→ Problem statement
Look through the records below, and copy out every line that holds the string "Rivers".

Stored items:
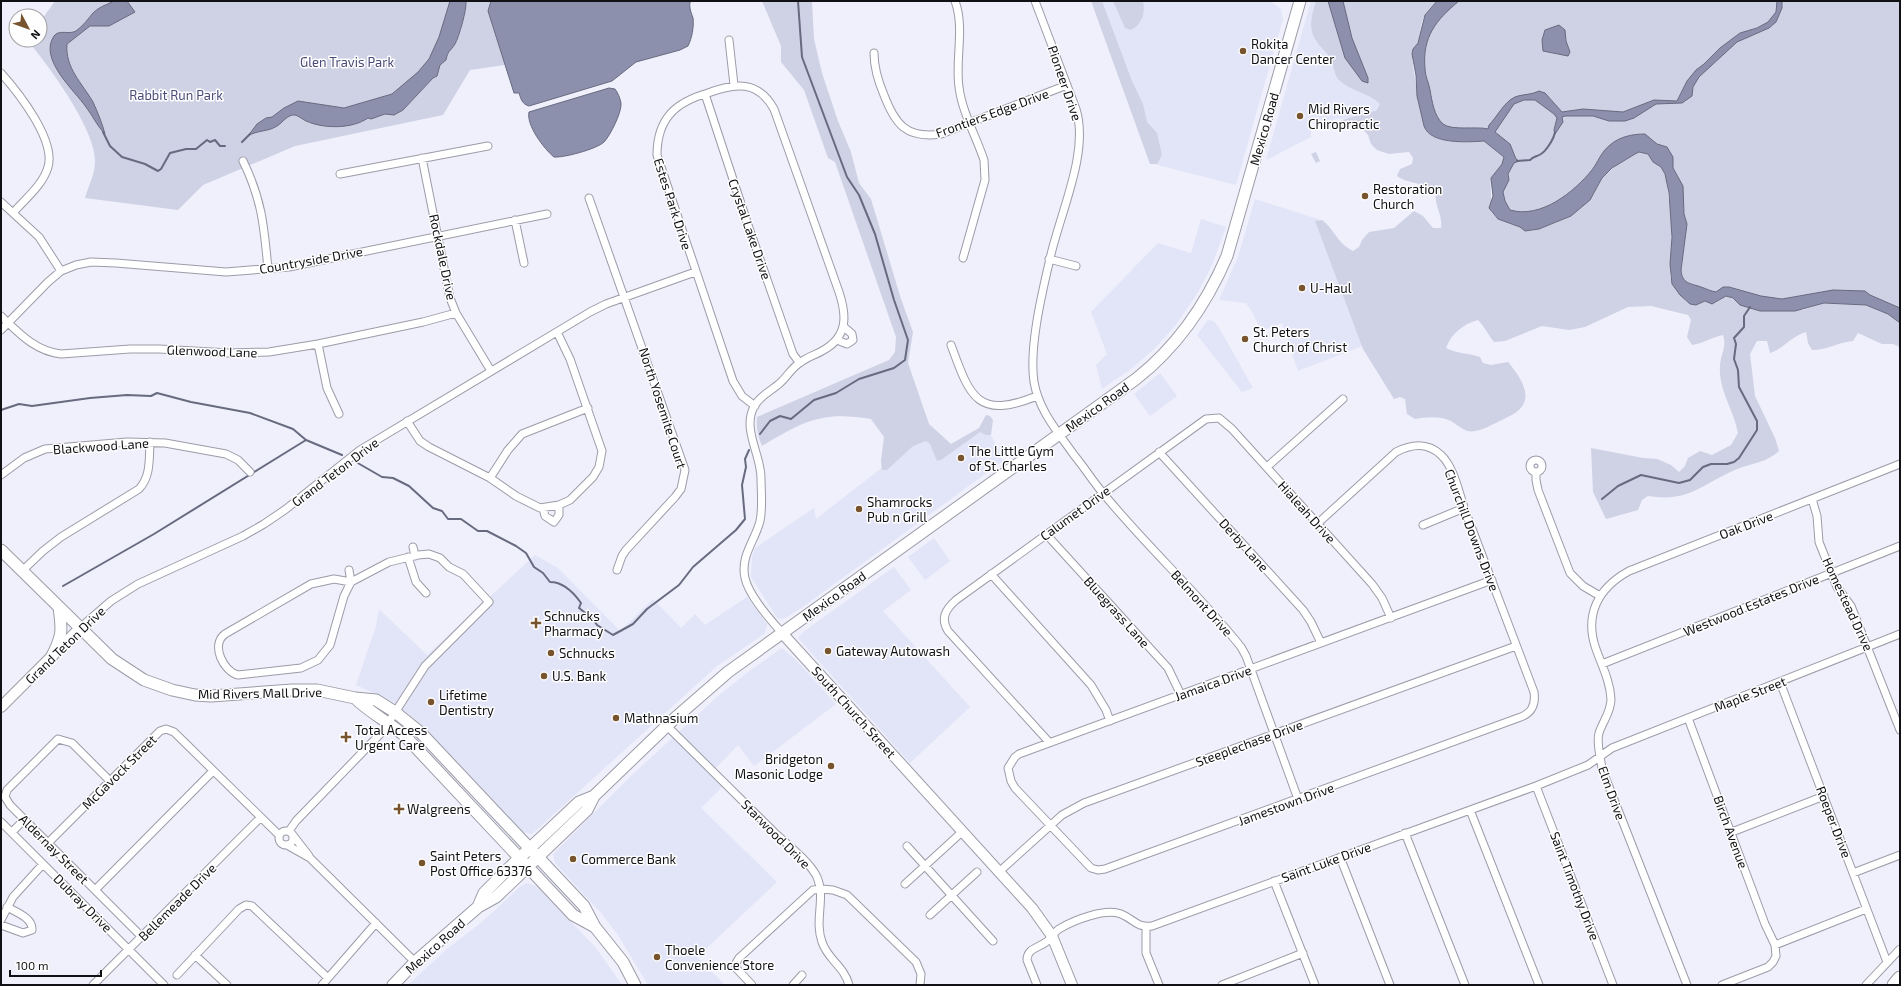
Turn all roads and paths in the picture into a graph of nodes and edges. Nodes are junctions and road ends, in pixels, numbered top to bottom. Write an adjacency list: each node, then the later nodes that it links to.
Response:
1 (955, 1): 10 (street)
2 (1035, 1): 8 (street, Pioneer Drive)
3 (1300, 1): 47 (main road, Mexico Road)
4 (729, 40): 7 (street)
5 (874, 53): 10 (street, Frontiers Edge Drive)
6 (1, 73): 17 (street)
7 (734, 85): 9 (street, Estes Park Drive); 32 (street, Estes Park Drive)
8 (1067, 85): 10 (street, Frontiers Edge Drive); 22 (street, Pioneer Drive)
9 (705, 94): 27 (street, Estes Park Drive); 38 (street, Crystal Lake Drive)
10 (970, 122): 21 (street)
11 (488, 146): 12 (street)
12 (422, 158): 14 (street); 20 (street, Rockdale Drive)
13 (243, 160): 25 (street)
14 (340, 174)
15 (590, 198): 28 (street, North Yosemite Court)
16 (1, 202): 17 (street)
17 (13, 213): 26 (street)
18 (547, 214): 19 (street, Countryside Drive)
19 (515, 220): 20 (street, Countryside Drive); 23 (street)
20 (438, 237): 25 (street, Countryside Drive); 29 (street, Rockdale Drive)
21 (963, 258)
22 (1049, 259): 24 (street); 40 (street, Pioneer Drive)
23 (524, 263)
24 (1076, 266)
25 (268, 269): 26 (street, Countryside Drive)
26 (61, 271): 31 (street, Countryside Drive)
27 (695, 272): 28 (street, Grand Teton Drive); 42 (street, Estes Park Drive)
28 (626, 297): 34 (street, Grand Teton Drive); 69 (street, North Yosemite Court)
29 (456, 312): 36 (street, Glenwood Lane); 39 (street, Rockdale Drive)
30 (1, 316): 31 (street, Glenwood Lane)
31 (8, 323): 33 (street, Countryside Drive); 36 (street, Glenwood Lane)
32 (844, 327): 35 (street); 35 (street, Estes Park Drive)
33 (1, 330)
34 (557, 332): 39 (street, Grand Teton Drive); 43 (street)
35 (837, 340): 38 (street)
36 (318, 344): 44 (street)
37 (951, 345): 40 (street)
38 (799, 362): 42 (street)
39 (491, 371): 46 (street, Grand Teton Drive)
40 (1037, 396): 47 (street, Pioneer Drive)
41 (1343, 399): 51 (street)
42 (755, 406): 80 (street, South Church Street)
43 (588, 408): 55 (street); 58 (street)
44 (340, 414)
45 (1212, 418): 49 (street, Calumet Drive); 51 (street, Hialeah Drive)
46 (407, 421): 55 (street); 79 (street, Grand Teton Drive)
47 (1059, 435): 56 (street, Belmont Drive); 80 (main road, Mexico Road)
48 (150, 442): 52 (street, Blackwood Lane); 54 (street, Blackwood Lane); 70 (street)
49 (1159, 452): 56 (street, Calumet Drive); 82 (street, Derby Lane)
50 (1900, 464): 57 (street, Oak Drive)
51 (1267, 467): 61 (street, Hialeah Drive)
52 (250, 472)
53 (1536, 472): 76 (street)
54 (1, 476)
55 (490, 478): 59 (street)
56 (1102, 492): 63 (street, Calumet Drive); 87 (street, Belmont Drive)
57 (1812, 499): 72 (street, Homestead Drive); 76 (street, Oak Drive)
58 (559, 506): 59 (street); 59 (street)
59 (544, 508)
60 (1464, 508): 61 (street, Churchill Downs Drive); 62 (street); 73 (street, Churchill Downs Drive)
61 (1317, 524): 78 (street, Hialeah Drive)
62 (1423, 525)
63 (1046, 534): 71 (street, Calumet Drive); 89 (street, Bluegrass Lane)
64 (1900, 546): 72 (street, Westwood Estates Drive)
65 (413, 547): 67 (street)
66 (1, 550): 70 (main road, Mid Rivers Mall Drive)
67 (412, 556): 74 (street); 75 (street); 93 (street)
68 (349, 570): 74 (street)
69 (617, 570)
70 (22, 571): 77 (main road, Mid Rivers Mall Drive)
71 (991, 574): 95 (street); 100 (street, Calumet Drive)
72 (1832, 574): 84 (street, Homestead Drive); 86 (street, Westwood Estates Drive)
73 (1492, 580): 78 (street, Jamaica Drive); 83 (street, Churchill Downs Drive)
74 (351, 582): 74 (street)
75 (426, 594)
76 (1600, 596): 86 (street, Elm Drive)
77 (59, 607): 79 (main road, Mid Rivers Mall Drive); 85 (main road)
78 (1391, 618): 82 (street, Jamaica Drive)
79 (80, 628): 85 (street, Grand Teton Drive); 90 (main road, Mid Rivers Mall Drive)
80 (782, 633): 97 (main road, Mexico Road); 113 (street, South Church Street)
81 (1900, 634): 84 (street, Maple Street)
82 (1321, 643): 87 (street, Jamaica Drive)
83 (1516, 646): 92 (street, Churchill Downs Drive); 99 (street, Steeplechase Drive)
84 (1868, 647): 88 (street, Maple Street); 98 (street, Homestead Drive)
85 (52, 656): 91 (street, Grand Teton Drive)
86 (1602, 664): 101 (street, Elm Drive)
87 (1250, 669): 89 (street, Jamaica Drive); 99 (street, Belmont Drive)
88 (1780, 682): 94 (street, Maple Street); 106 (street, Roeper Drive)
89 (1181, 695): 95 (street, Jamaica Drive)
90 (355, 698): 93 (main road, Mid Rivers Mall Drive); 96 (main road, Mid Rivers Mall Drive)
91 (1, 707)
92 (1533, 707): 107 (street, Jamestown Drive)
93 (395, 712): 96 (street); 122 (main road, Mid Rivers Mall Drive)
94 (1688, 718): 101 (street, Maple Street); 115 (street, Birch Avenue)
95 (1110, 721): 100 (street, Jamaica Drive)
96 (388, 723): 116 (street); 127 (main road, Mid Rivers Mall Drive)
97 (667, 726): 105 (main road, Mexico Road); 136 (street, Starwood Drive)
98 (1900, 730)
99 (1274, 734): 107 (street, Belmont Drive); 112 (street, Steeplechase Drive)
100 (1049, 742): 112 (street, Jamaica Drive)
101 (1600, 756): 104 (street, Saint Luke Drive); 181 (street, Elm Drive)
102 (213, 771): 103 (street, McGavock Street); 109 (street, McGavock Street); 137 (street)
103 (110, 781): 110 (street, Aldernay Street); 119 (street, McGavock Street)
104 (1536, 786): 108 (street, Saint Luke Drive); 180 (street, Saint Timothy Drive)
105 (594, 796): 122 (main road, Mexico Road); 124 (main road, Mexico Road)
106 (1824, 796): 115 (street); 133 (street, Roeper Drive)
107 (1298, 799): 112 (street, Jamestown Drive)
108 (1470, 810): 117 (street, Saint Luke Drive); 179 (street)
109 (260, 818): 118 (street, McGavock Street); 149 (street, Bellemeade Drive)
110 (24, 820): 114 (street); 119 (street, Aldernay Street)
111 (1, 822): 114 (street, Dubray Drive)
112 (1050, 826): 131 (street, Steeplechase Drive)
113 (963, 831): 129 (street); 131 (street, South Church Street)
114 (12, 832): 128 (street, Dubray Drive)
115 (1732, 832): 151 (street, Birch Avenue)
116 (291, 833): 118 (street); 120 (street); 126 (street)
117 (1405, 833): 125 (street, Saint Luke Drive); 178 (street)
118 (279, 835): 120 (street)
119 (48, 843): 137 (street, Aldernay Street)
120 (287, 845): 126 (street)
121 (907, 846): 129 (street)
122 (530, 849): 124 (main road, Mid Rivers Mall Drive); 127 (main road, Mexico Road)
123 (1900, 855): 133 (street)
124 (538, 857): 130 (main road, Mexico Road); 146 (main road, Mid Rivers Mall Drive)
125 (1340, 857): 134 (street, Saint Luke Drive); 177 (street)
126 (310, 858): 144 (street)
127 (519, 859): 130 (main road, Mid Rivers Mall Drive); 140 (main road, Mexico Road)
128 (43, 864): 139 (street); 153 (street, Dubray Drive)
129 (925, 866): 135 (street); 138 (street)
130 (527, 867): 140 (main road, Mexico Road); 146 (main road, Mid Rivers Mall Drive)
131 (1000, 871): 148 (street, South Church Street)
132 (977, 872): 138 (street)
133 (1853, 873): 141 (street, Roeper Drive)
134 (1274, 881): 147 (street, Saint Luke Drive); 154 (street)
135 (904, 884)
136 (821, 889): 168 (street); 170 (street, Starwood Drive); 171 (street)
137 (95, 890): 149 (street, Aldernay Street)
138 (952, 895): 142 (street); 150 (street)
139 (7, 907): 143 (street); 145 (street)
140 (478, 907): 156 (main road, Mexico Road)
141 (1866, 909): 151 (street); 157 (street, Roeper Drive)
142 (930, 915)
143 (1, 920)
144 (376, 923): 156 (street); 160 (street)
145 (1, 925)
146 (595, 927): 167 (main road, Mid Rivers Mall Drive)
147 (1146, 927): 148 (street); 174 (street)
148 (1052, 936): 172 (street); 173 (street, South Church Street)
149 (142, 937): 153 (street, Bellemeade Drive)
150 (993, 941)
151 (1776, 945): 182 (street)
152 (1900, 949): 157 (street)
153 (129, 950): 162 (street, Bellemeade Drive); 163 (street, Dubray Drive)
154 (1303, 953): 175 (street); 176 (street)
155 (195, 955): 158 (street); 160 (street); 164 (street)
156 (415, 962): 166 (main road, Mexico Road)
157 (1887, 962): 183 (street)
158 (177, 975)
159 (802, 975): 169 (street)
160 (328, 978): 165 (street)
161 (1900, 978): 184 (highway)
162 (93, 985)
163 (164, 985)
164 (227, 985)
165 (322, 985)
166 (393, 985)
167 (635, 985)
168 (752, 985)
169 (793, 985)
170 (849, 985)
171 (920, 985)
172 (1037, 985)
173 (1072, 985)
174 (1159, 985)
175 (1222, 985)
176 (1315, 985)
177 (1390, 985)
178 (1465, 985)
179 (1539, 985)
180 (1613, 985)
181 (1687, 985)
182 (1722, 985)
183 (1866, 985)
184 (1894, 985)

→ The answer
66 (1, 550): 70 (main road, Mid Rivers Mall Drive)
70 (22, 571): 77 (main road, Mid Rivers Mall Drive)
77 (59, 607): 79 (main road, Mid Rivers Mall Drive); 85 (main road)
79 (80, 628): 85 (street, Grand Teton Drive); 90 (main road, Mid Rivers Mall Drive)
90 (355, 698): 93 (main road, Mid Rivers Mall Drive); 96 (main road, Mid Rivers Mall Drive)
93 (395, 712): 96 (street); 122 (main road, Mid Rivers Mall Drive)
96 (388, 723): 116 (street); 127 (main road, Mid Rivers Mall Drive)
122 (530, 849): 124 (main road, Mid Rivers Mall Drive); 127 (main road, Mexico Road)
124 (538, 857): 130 (main road, Mexico Road); 146 (main road, Mid Rivers Mall Drive)
127 (519, 859): 130 (main road, Mid Rivers Mall Drive); 140 (main road, Mexico Road)
130 (527, 867): 140 (main road, Mexico Road); 146 (main road, Mid Rivers Mall Drive)
146 (595, 927): 167 (main road, Mid Rivers Mall Drive)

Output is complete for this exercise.